From the records below, copy each line in which the string "nodes" occurs.

--- SOURCE MATERIAL Enclosed Below ---

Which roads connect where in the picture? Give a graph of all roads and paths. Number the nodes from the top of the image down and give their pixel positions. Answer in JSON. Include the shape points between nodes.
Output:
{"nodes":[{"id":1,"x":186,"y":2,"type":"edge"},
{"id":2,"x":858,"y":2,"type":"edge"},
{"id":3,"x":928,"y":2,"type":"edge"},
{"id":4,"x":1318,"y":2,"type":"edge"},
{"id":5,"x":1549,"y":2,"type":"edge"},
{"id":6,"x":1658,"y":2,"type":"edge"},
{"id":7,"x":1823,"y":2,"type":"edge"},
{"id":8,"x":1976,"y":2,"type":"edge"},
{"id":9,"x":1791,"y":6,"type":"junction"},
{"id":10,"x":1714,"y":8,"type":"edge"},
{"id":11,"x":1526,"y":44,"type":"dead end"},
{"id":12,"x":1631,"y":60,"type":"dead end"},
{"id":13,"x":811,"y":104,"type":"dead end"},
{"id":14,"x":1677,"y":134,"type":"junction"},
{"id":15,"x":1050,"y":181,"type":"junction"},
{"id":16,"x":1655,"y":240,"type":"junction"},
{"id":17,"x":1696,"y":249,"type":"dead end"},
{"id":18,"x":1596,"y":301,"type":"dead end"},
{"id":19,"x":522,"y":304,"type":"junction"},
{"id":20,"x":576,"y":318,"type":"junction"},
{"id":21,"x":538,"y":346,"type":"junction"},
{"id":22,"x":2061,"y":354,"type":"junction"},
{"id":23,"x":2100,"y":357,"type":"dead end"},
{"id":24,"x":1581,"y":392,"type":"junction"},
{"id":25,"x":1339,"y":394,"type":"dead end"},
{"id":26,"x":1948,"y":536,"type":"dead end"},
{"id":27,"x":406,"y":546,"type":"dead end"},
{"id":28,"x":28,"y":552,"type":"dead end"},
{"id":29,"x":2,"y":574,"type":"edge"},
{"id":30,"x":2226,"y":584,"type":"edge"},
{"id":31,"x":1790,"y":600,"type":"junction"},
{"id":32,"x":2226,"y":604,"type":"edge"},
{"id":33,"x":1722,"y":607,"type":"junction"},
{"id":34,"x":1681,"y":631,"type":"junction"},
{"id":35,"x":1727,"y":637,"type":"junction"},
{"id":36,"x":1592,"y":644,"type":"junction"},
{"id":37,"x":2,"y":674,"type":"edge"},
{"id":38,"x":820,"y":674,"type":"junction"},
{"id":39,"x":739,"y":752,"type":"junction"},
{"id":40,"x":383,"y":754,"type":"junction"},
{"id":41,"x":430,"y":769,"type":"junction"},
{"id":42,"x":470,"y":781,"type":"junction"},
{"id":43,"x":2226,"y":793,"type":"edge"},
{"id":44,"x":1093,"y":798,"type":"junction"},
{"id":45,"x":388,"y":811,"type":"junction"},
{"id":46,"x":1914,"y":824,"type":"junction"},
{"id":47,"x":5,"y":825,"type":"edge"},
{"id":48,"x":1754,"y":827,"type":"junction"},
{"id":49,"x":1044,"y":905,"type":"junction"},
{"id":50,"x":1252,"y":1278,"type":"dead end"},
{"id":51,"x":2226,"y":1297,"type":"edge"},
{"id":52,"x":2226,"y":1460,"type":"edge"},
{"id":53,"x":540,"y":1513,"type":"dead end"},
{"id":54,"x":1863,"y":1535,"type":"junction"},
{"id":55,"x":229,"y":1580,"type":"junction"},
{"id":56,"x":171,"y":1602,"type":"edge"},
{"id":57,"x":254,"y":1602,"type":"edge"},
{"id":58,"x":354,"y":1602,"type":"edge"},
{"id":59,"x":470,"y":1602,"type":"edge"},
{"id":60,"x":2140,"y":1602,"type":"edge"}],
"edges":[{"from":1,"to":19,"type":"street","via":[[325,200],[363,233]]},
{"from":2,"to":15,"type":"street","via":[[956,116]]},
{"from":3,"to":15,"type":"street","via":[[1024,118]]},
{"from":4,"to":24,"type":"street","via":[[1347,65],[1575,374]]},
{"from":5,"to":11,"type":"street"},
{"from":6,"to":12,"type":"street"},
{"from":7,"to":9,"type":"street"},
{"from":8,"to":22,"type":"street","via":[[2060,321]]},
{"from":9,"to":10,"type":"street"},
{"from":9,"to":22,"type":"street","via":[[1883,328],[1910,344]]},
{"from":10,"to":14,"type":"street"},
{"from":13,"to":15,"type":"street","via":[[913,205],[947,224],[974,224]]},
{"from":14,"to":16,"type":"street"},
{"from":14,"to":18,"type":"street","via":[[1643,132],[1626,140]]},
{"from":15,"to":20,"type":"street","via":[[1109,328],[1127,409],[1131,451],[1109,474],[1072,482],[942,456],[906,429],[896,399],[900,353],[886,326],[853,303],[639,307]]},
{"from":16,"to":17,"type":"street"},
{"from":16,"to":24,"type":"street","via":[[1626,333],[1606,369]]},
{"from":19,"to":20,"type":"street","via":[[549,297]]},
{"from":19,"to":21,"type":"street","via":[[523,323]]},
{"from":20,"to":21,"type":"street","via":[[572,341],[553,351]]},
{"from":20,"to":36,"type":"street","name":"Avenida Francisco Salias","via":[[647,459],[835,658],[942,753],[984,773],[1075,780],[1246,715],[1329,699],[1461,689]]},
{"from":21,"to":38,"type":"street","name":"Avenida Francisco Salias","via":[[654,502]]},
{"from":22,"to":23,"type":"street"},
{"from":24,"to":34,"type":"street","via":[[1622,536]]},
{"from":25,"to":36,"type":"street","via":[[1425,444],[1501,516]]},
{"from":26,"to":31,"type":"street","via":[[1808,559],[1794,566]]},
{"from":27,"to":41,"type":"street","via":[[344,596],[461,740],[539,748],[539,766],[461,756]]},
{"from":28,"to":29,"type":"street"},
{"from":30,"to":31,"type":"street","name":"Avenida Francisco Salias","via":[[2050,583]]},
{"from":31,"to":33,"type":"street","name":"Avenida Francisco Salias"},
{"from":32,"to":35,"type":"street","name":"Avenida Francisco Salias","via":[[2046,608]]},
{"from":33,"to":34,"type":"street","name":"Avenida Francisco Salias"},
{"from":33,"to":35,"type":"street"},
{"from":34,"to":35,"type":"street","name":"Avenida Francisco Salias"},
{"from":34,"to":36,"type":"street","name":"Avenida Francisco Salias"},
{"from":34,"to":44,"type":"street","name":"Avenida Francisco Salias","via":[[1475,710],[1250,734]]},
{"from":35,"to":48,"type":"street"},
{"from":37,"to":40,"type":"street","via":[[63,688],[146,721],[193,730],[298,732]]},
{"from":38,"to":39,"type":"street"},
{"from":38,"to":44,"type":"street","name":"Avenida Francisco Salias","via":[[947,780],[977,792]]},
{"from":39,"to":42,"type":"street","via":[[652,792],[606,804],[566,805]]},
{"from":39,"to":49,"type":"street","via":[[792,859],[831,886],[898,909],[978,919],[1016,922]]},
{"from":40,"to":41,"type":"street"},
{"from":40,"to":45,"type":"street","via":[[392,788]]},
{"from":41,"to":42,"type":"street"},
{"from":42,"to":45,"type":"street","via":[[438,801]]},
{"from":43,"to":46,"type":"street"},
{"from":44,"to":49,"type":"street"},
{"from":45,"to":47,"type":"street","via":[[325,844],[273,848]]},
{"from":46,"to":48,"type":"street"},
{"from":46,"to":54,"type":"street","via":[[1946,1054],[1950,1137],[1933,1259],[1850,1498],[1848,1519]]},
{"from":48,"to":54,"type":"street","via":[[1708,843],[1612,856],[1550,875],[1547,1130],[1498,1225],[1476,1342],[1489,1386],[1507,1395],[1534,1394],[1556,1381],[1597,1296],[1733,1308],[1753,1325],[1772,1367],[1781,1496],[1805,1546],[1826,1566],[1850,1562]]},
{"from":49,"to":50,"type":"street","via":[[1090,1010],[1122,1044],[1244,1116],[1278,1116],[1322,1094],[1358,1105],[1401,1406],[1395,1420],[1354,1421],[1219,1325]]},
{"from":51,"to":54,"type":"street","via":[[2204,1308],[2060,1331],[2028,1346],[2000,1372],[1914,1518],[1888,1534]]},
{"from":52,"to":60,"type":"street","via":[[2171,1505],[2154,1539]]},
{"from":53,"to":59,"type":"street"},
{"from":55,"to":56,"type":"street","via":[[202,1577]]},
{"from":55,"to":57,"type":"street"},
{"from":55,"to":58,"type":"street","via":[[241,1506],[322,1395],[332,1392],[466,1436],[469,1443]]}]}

--- End of Enclosed SOURCE MATERIAL ---

## WRITTEN RESPONSE
Which roads connect where in the picture? Give a graph of all roads and paths. Number the nodes from the top of the image down and give their pixel positions. Answer in JSON. Include the shape points between nodes.
{"nodes":[{"id":1,"x":186,"y":2,"type":"edge"},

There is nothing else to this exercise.